蠟樣芽孢桿菌(Bacillus cereus)是一種在自然界中廣泛分布的β溶血性桿狀細(xì)菌,屬于芽孢桿菌屬、革蘭氏陽(yáng)性菌,經(jīng)常在土壤和食物中被發(fā)現(xiàn),在灰塵和污水中也可被分離鑒定。該菌大小為(1.0～1.2)μm × (3.0～5.0)μm,菌體桿狀,表面粗糙、扁平、不規(guī)則,能夠在8～50℃的環(huán)境條件下生存,但在低溫條件下生長(zhǎng)較為緩慢。蠟樣芽孢桿菌屬于好氧型細(xì)菌,在特殊的環(huán)境條件下也能兼性厭氧生存,能形成熱穩(wěn)定的內(nèi)生孢子[1]。芽孢具有高度耐熱、耐有毒化學(xué)物質(zhì)、耐UV射線、耐γ射線以及其他不利環(huán)境因素的特性,內(nèi)生孢子的這些特點(diǎn)決定了它能夠廣泛存在于米飯、牛奶、肉類(lèi)、新鮮蔬菜、海鮮等食物中[2]。蠟樣芽孢桿菌是引發(fā)食源性腸道類(lèi)疾病的一個(gè)主要病原微生物,對(duì)人類(lèi)和動(dòng)物的健康構(gòu)成威脅,包括家畜和野生動(dòng)物[3～7]。蠟樣芽孢桿菌引起食物中毒的主要癥狀分為腹瀉或嘔吐[8]。此外,該菌還涉及許多嚴(yán)重并且可能致命的非胃腸道感染,例如嚴(yán)重的眼部感染、骨髓炎、肝炎和炎癥反應(yīng)[9～10],甚至導(dǎo)致死亡[11]。因此,快速、準(zhǔn)確地檢測(cè)蠟樣芽孢桿菌是控制食品污染和感染后治療的關(guān)鍵環(huán)節(jié)。

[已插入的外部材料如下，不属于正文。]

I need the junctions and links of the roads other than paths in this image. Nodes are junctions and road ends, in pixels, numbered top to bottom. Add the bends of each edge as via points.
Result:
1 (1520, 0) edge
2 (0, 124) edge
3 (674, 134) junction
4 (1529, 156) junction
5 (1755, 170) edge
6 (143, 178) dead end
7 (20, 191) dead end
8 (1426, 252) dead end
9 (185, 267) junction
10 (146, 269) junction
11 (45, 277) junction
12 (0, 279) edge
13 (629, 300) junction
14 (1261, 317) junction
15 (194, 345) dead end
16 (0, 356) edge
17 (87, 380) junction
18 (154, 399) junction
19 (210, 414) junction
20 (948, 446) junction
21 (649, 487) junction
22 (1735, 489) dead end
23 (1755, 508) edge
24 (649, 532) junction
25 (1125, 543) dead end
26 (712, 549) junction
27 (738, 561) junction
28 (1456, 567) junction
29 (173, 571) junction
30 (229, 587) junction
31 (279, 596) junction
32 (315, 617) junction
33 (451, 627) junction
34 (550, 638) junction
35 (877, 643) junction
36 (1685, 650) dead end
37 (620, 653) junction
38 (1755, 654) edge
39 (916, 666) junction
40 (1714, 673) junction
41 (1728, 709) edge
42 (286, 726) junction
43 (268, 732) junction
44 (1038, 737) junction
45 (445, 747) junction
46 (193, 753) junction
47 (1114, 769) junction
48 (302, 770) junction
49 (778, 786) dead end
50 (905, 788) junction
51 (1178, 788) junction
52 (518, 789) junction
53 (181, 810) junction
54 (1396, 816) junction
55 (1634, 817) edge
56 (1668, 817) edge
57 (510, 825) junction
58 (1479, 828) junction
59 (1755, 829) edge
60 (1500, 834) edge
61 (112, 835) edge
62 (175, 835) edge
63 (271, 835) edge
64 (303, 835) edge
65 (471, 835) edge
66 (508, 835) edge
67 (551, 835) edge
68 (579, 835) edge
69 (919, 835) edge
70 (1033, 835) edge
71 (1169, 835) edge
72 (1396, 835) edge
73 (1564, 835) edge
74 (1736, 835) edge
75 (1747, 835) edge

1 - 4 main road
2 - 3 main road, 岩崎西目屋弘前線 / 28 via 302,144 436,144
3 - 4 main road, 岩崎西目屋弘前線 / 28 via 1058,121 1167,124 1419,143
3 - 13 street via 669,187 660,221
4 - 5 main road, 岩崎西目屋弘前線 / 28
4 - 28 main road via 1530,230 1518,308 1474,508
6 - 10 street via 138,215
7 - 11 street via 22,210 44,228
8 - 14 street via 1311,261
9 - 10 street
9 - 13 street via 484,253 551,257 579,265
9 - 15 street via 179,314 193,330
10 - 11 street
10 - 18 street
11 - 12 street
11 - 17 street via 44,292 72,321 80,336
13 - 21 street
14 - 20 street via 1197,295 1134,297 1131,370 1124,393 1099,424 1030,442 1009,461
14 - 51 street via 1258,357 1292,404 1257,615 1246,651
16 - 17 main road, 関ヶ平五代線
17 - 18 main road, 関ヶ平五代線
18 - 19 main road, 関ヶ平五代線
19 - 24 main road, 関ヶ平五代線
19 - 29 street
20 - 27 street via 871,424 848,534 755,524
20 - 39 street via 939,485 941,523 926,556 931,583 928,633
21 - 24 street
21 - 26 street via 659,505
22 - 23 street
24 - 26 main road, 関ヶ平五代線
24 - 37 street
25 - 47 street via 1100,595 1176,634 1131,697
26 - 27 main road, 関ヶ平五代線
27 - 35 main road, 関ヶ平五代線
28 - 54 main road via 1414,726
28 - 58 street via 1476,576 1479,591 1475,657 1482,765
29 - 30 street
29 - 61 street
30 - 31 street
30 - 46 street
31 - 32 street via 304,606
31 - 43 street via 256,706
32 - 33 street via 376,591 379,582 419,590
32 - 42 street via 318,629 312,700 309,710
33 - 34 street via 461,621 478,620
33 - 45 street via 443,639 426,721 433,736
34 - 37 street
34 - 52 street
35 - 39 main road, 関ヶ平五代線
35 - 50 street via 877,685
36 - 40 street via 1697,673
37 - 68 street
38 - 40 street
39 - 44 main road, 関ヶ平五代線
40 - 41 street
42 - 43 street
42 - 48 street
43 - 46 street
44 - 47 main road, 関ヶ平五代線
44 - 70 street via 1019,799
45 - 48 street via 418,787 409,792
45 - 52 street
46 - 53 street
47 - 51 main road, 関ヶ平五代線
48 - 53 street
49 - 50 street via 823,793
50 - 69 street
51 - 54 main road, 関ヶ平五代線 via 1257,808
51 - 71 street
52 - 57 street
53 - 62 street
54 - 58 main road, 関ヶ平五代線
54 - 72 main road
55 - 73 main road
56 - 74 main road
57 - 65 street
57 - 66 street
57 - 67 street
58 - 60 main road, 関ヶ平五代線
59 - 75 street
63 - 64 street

本文概述了蠟樣芽孢桿菌主要毒素的基本情況及檢測(cè)方法的研究進(jìn)展,旨在為研究人員開(kāi)展相關(guān)工作提供一定的借鑒和參考。

1 蠟樣芽孢桿菌的主要毒素

蠟樣芽孢桿菌能產(chǎn)生多種毒素,根據(jù)其引起食物中毒的癥狀可分為致嘔吐型腸毒素和致腹瀉型腸毒素。污染食品的蠟樣芽孢桿菌可以通過(guò)產(chǎn)生這些毒素造成食物中毒。因此,蠟樣芽孢桿菌產(chǎn)生的毒素引起廣泛的關(guān)注。

1.1 致嘔吐型腸毒素

致嘔吐型腸毒素(cereulide)主要引起惡心、嘔吐的癥狀,其中毒可在兒童和老年人中表現(xiàn)出嚴(yán)重或致命的癥狀[12～13]。17歲瑞士男孩和7歲比利時(shí)女孩致死性的食物中毒均被鑒定由cereulide毒素引起,這種毒素會(huì)引起兒童惡心、嘔吐和肝功能衰竭[14]。Cereulide可在各器官中聚集[15],導(dǎo)致線粒體毒性,并伴有肝毒性、腦病和β細(xì)胞功能異常等臨床并發(fā)癥[14,16]。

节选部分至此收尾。